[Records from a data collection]
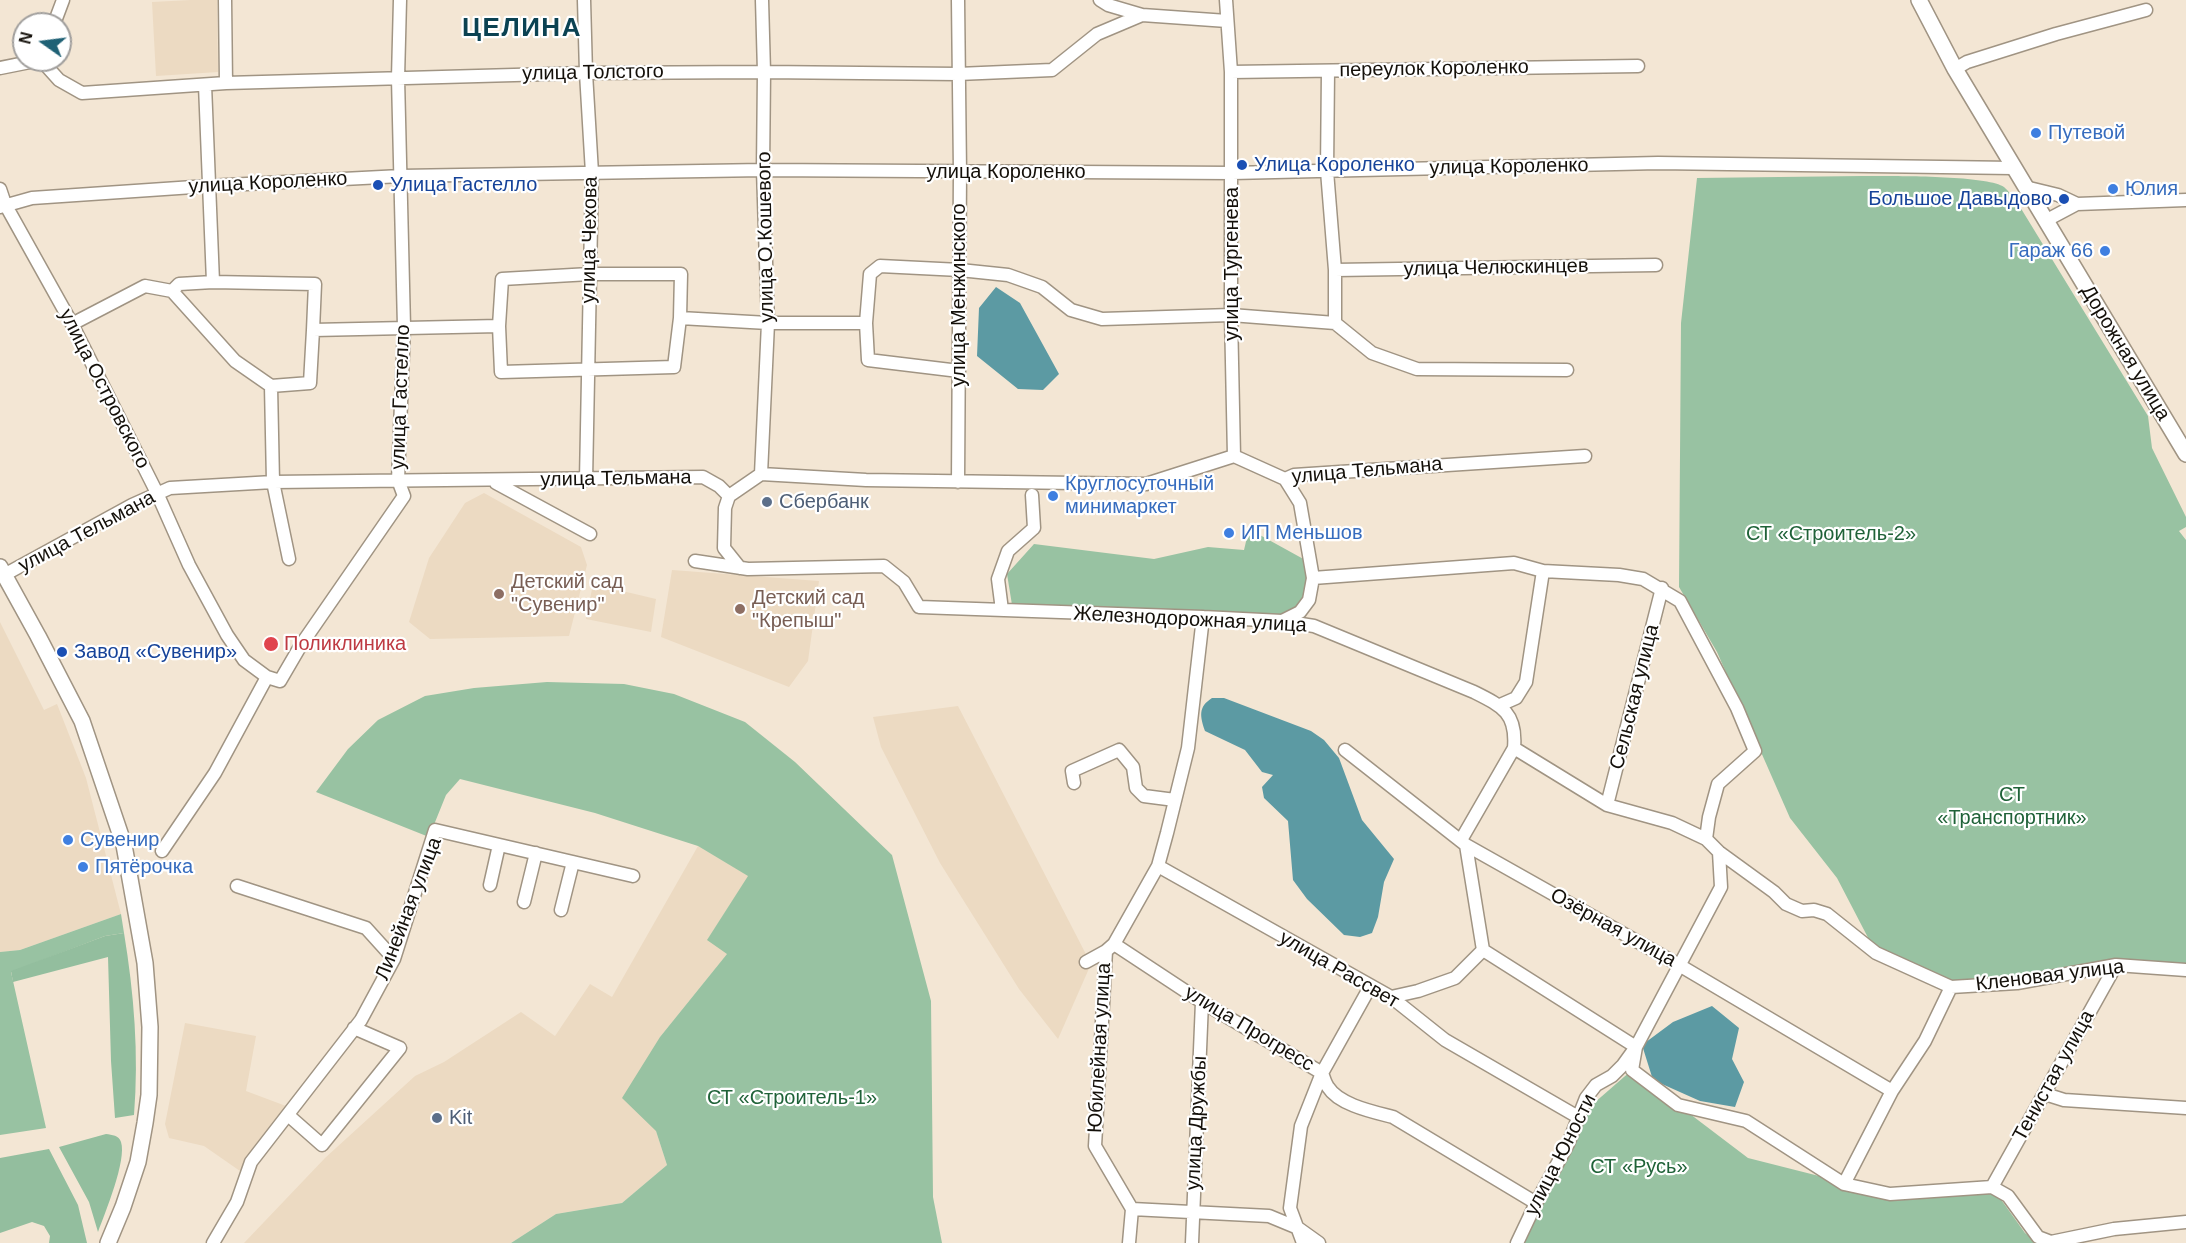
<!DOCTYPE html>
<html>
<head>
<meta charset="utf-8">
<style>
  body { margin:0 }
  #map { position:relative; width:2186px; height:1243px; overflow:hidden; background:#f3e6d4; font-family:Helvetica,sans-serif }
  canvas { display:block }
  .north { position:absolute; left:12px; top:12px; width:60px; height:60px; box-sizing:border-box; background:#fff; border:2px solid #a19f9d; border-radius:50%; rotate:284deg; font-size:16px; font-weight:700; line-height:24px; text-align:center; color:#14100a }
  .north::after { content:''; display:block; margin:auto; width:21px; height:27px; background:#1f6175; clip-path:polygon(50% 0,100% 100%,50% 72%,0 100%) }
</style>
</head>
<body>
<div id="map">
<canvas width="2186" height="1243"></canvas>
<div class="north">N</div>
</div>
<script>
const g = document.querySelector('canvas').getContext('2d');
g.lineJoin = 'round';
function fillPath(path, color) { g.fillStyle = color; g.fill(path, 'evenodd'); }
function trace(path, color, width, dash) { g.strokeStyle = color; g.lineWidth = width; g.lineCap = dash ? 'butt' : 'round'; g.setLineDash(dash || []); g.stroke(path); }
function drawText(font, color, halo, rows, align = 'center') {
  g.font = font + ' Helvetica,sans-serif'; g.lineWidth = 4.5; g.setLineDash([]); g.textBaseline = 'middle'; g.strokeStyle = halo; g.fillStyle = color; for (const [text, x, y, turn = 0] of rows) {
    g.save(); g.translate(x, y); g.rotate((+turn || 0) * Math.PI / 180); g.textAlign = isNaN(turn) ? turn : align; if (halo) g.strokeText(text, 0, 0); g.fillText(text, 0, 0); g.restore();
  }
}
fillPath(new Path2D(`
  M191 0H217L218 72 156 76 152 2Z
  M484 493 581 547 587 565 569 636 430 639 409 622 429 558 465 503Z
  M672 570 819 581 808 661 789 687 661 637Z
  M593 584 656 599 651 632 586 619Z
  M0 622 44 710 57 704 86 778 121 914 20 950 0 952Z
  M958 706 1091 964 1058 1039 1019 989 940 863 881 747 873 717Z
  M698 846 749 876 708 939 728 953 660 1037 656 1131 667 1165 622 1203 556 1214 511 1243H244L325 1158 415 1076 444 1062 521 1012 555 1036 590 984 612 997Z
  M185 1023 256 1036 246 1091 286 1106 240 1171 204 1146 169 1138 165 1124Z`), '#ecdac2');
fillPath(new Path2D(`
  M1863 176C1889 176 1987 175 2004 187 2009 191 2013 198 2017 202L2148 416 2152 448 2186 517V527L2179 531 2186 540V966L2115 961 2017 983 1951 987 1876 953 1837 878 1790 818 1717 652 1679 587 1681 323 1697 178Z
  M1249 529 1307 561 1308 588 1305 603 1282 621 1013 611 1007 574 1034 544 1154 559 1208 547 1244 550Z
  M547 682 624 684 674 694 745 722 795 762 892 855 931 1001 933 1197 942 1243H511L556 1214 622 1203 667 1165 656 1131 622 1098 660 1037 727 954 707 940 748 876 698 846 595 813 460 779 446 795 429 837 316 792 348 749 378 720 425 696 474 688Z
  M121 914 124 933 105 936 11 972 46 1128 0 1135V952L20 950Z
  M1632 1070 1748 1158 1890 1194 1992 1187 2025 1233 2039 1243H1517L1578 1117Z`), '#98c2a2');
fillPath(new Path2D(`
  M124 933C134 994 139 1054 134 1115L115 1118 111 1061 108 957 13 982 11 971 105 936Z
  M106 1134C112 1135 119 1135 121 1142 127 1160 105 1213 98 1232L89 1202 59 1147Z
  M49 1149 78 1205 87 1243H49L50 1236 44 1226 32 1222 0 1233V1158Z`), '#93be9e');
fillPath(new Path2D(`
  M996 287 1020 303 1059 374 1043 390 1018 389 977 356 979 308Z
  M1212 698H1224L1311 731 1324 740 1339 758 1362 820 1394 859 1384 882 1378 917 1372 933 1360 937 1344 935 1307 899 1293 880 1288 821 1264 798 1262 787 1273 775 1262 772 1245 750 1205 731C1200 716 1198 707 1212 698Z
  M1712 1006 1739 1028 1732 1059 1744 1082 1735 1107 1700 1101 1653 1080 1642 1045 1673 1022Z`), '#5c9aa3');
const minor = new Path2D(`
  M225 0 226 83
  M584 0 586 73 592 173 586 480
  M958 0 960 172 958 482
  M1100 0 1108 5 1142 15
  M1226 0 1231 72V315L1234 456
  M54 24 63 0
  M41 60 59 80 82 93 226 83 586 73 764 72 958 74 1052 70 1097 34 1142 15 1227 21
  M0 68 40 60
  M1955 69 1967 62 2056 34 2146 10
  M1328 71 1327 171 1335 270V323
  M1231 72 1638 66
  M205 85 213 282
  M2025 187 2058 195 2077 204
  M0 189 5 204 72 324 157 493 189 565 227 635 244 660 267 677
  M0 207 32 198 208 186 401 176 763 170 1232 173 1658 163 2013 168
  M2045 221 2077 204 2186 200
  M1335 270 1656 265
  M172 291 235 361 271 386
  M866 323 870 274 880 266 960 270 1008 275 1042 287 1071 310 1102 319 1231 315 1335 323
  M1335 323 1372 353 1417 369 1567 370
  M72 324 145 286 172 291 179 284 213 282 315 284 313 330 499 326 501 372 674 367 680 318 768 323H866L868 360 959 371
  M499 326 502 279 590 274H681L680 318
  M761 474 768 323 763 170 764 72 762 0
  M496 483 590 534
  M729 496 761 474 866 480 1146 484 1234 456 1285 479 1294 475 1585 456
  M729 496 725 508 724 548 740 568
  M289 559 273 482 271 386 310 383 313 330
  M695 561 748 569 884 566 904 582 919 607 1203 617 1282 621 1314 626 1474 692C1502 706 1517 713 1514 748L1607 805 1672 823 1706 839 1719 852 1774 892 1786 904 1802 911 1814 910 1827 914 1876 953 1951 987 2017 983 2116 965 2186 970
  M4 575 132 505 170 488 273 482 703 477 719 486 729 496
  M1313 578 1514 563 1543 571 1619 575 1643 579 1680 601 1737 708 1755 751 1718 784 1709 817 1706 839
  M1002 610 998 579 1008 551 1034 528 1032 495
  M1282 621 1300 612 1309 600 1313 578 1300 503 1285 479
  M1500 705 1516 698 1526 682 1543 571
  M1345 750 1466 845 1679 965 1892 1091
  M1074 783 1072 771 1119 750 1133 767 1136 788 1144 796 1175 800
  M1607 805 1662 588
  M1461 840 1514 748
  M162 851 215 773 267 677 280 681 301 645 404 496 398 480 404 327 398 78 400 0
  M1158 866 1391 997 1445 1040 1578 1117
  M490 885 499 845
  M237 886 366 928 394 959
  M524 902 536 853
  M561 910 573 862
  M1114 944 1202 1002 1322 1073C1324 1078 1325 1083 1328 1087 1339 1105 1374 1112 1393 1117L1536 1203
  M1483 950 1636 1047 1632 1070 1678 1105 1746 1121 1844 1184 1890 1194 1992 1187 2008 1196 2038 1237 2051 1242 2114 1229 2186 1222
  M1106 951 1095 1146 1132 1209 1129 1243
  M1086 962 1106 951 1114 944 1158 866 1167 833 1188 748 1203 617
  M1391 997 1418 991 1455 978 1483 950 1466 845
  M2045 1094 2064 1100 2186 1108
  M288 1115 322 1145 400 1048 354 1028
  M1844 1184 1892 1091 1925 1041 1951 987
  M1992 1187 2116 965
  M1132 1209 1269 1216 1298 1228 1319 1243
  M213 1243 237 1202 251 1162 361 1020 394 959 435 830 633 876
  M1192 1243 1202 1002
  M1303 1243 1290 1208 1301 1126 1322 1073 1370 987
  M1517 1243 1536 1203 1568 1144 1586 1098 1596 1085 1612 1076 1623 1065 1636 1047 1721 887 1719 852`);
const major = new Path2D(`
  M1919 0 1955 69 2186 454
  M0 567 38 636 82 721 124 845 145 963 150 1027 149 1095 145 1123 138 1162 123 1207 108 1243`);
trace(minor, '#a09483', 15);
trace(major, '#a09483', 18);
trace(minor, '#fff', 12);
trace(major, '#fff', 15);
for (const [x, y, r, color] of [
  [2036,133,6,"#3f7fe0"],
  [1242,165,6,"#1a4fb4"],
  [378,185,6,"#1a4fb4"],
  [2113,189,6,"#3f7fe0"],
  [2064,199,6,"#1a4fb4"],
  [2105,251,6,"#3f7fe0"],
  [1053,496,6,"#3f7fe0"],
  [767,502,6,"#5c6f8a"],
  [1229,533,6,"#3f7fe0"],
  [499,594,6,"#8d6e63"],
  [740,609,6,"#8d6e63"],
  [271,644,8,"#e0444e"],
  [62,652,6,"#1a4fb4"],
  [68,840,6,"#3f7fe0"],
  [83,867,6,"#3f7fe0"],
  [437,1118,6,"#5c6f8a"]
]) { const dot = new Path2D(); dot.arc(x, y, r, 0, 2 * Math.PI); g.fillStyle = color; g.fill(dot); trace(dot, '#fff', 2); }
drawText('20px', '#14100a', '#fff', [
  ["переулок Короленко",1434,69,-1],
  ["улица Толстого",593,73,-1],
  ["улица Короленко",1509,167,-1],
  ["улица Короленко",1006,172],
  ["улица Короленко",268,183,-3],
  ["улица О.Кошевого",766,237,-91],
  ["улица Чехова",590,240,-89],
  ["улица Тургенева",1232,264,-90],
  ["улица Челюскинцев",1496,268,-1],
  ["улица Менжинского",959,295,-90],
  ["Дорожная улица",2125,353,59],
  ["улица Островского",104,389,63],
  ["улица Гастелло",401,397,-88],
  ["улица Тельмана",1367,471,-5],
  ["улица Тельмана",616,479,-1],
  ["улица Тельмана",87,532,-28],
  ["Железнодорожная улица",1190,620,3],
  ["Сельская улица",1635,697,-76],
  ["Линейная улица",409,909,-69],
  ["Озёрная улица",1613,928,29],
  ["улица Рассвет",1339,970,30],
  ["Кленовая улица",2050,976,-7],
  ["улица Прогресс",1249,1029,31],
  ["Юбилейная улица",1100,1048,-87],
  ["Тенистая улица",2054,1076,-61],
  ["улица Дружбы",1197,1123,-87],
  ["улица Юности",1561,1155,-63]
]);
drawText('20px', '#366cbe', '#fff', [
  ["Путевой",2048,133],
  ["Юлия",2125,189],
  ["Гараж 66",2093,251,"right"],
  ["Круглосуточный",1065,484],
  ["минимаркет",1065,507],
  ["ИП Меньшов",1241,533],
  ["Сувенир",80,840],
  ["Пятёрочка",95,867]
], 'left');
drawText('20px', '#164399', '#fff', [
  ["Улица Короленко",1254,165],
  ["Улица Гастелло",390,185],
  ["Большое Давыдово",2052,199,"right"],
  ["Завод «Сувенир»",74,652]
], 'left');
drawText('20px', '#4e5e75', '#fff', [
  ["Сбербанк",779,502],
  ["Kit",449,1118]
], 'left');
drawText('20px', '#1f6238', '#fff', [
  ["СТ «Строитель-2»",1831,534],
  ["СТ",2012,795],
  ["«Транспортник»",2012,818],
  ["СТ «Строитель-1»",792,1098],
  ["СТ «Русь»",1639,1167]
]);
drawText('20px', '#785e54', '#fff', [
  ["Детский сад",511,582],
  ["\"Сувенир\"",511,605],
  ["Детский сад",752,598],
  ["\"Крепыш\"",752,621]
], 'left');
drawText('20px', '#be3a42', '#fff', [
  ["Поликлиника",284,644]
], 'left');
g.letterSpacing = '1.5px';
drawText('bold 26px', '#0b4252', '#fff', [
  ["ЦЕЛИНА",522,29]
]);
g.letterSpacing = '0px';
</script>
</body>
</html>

* * *

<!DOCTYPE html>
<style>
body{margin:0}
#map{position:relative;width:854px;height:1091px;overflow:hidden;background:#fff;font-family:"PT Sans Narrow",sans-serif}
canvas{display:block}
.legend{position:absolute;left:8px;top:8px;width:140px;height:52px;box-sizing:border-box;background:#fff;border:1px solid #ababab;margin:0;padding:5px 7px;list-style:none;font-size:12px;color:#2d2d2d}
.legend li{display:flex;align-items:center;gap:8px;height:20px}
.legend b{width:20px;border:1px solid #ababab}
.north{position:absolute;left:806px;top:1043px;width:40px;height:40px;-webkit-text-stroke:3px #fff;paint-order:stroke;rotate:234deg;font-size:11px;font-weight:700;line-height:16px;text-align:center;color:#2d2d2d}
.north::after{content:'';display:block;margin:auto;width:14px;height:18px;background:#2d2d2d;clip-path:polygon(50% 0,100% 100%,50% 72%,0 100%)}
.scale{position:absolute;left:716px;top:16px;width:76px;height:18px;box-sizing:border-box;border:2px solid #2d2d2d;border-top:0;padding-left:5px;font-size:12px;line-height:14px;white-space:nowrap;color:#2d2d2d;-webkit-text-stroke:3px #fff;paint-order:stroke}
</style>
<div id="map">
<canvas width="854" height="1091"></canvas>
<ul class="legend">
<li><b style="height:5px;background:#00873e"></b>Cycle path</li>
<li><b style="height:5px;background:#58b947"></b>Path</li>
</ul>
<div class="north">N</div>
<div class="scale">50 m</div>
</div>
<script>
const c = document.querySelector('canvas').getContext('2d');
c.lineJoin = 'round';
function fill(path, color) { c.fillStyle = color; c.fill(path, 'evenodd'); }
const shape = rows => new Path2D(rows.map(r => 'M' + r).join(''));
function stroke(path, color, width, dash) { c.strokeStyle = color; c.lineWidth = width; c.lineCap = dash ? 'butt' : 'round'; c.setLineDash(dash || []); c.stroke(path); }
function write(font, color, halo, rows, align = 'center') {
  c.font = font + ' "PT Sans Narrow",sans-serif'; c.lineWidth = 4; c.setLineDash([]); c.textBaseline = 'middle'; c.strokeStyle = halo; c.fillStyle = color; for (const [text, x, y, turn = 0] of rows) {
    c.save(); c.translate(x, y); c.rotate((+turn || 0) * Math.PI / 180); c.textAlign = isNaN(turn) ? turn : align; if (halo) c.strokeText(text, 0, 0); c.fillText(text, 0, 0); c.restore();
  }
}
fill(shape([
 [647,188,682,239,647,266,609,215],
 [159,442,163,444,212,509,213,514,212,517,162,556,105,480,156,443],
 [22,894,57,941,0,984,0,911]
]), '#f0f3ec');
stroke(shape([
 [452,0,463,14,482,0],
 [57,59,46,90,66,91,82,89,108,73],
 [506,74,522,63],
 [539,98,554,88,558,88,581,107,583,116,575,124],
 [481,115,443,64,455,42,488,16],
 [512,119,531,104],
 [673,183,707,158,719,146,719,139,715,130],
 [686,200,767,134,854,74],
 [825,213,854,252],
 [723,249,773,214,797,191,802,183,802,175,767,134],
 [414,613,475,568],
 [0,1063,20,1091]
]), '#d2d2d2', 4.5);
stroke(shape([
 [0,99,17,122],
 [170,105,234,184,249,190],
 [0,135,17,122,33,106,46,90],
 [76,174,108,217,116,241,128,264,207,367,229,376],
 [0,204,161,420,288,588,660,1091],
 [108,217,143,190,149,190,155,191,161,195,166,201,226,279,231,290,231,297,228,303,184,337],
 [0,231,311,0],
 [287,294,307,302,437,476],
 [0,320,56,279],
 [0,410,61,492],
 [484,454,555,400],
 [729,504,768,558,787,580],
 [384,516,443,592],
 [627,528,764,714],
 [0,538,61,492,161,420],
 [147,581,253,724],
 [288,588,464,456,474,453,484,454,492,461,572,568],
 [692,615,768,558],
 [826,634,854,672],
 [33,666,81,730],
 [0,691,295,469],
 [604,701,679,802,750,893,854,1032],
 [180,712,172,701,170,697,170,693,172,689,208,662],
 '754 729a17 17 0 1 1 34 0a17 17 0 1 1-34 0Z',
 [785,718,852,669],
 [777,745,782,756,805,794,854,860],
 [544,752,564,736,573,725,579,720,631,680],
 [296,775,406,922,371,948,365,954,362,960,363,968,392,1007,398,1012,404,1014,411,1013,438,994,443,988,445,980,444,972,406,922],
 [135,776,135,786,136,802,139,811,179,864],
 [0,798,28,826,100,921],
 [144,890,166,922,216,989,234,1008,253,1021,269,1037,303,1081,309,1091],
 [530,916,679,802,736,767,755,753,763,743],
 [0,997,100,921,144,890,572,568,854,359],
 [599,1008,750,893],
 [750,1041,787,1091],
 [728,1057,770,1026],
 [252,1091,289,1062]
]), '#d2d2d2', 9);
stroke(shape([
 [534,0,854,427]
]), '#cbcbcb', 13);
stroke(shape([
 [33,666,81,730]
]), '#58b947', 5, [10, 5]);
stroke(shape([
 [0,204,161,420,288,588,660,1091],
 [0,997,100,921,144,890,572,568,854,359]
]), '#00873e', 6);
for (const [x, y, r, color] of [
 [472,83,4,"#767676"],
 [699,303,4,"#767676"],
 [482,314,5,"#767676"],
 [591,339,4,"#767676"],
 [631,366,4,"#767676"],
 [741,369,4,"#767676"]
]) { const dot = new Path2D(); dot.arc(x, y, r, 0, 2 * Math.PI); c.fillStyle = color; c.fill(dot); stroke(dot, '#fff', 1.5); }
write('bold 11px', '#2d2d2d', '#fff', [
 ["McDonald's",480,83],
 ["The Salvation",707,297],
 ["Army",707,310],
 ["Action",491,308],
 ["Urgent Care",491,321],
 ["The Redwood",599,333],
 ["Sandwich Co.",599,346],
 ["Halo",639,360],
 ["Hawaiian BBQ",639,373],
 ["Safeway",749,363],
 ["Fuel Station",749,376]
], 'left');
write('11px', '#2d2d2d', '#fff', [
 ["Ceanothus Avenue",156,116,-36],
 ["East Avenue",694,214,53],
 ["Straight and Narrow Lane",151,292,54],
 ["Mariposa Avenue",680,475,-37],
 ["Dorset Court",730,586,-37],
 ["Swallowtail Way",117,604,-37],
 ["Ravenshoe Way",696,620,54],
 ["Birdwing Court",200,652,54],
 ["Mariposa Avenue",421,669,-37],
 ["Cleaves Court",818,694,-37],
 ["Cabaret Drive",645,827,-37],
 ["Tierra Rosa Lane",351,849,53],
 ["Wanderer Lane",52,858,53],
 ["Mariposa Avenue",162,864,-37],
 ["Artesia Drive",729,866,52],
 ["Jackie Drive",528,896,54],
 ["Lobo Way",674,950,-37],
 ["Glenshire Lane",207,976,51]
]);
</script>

[What this task involves] Using the records above, restate word for word the lines from the one with "M547 682 624" through the one with "M1335 270 1656 265", both included.

[Output for this exercise]
  M547 682 624 684 674 694 745 722 795 762 892 855 931 1001 933 1197 942 1243H511L556 1214 622 1203 667 1165 656 1131 622 1098 660 1037 727 954 707 940 748 876 698 846 595 813 460 779 446 795 429 837 316 792 348 749 378 720 425 696 474 688Z
  M121 914 124 933 105 936 11 972 46 1128 0 1135V952L20 950Z
  M1632 1070 1748 1158 1890 1194 1992 1187 2025 1233 2039 1243H1517L1578 1117Z`), '#98c2a2');
fillPath(new Path2D(`
  M124 933C134 994 139 1054 134 1115L115 1118 111 1061 108 957 13 982 11 971 105 936Z
  M106 1134C112 1135 119 1135 121 1142 127 1160 105 1213 98 1232L89 1202 59 1147Z
  M49 1149 78 1205 87 1243H49L50 1236 44 1226 32 1222 0 1233V1158Z`), '#93be9e');
fillPath(new Path2D(`
  M996 287 1020 303 1059 374 1043 390 1018 389 977 356 979 308Z
  M1212 698H1224L1311 731 1324 740 1339 758 1362 820 1394 859 1384 882 1378 917 1372 933 1360 937 1344 935 1307 899 1293 880 1288 821 1264 798 1262 787 1273 775 1262 772 1245 750 1205 731C1200 716 1198 707 1212 698Z
  M1712 1006 1739 1028 1732 1059 1744 1082 1735 1107 1700 1101 1653 1080 1642 1045 1673 1022Z`), '#5c9aa3');
const minor = new Path2D(`
  M225 0 226 83
  M584 0 586 73 592 173 586 480
  M958 0 960 172 958 482
  M1100 0 1108 5 1142 15
  M1226 0 1231 72V315L1234 456
  M54 24 63 0
  M41 60 59 80 82 93 226 83 586 73 764 72 958 74 1052 70 1097 34 1142 15 1227 21
  M0 68 40 60
  M1955 69 1967 62 2056 34 2146 10
  M1328 71 1327 171 1335 270V323
  M1231 72 1638 66
  M205 85 213 282
  M2025 187 2058 195 2077 204
  M0 189 5 204 72 324 157 493 189 565 227 635 244 660 267 677
  M0 207 32 198 208 186 401 176 763 170 1232 173 1658 163 2013 168
  M2045 221 2077 204 2186 200
  M1335 270 1656 265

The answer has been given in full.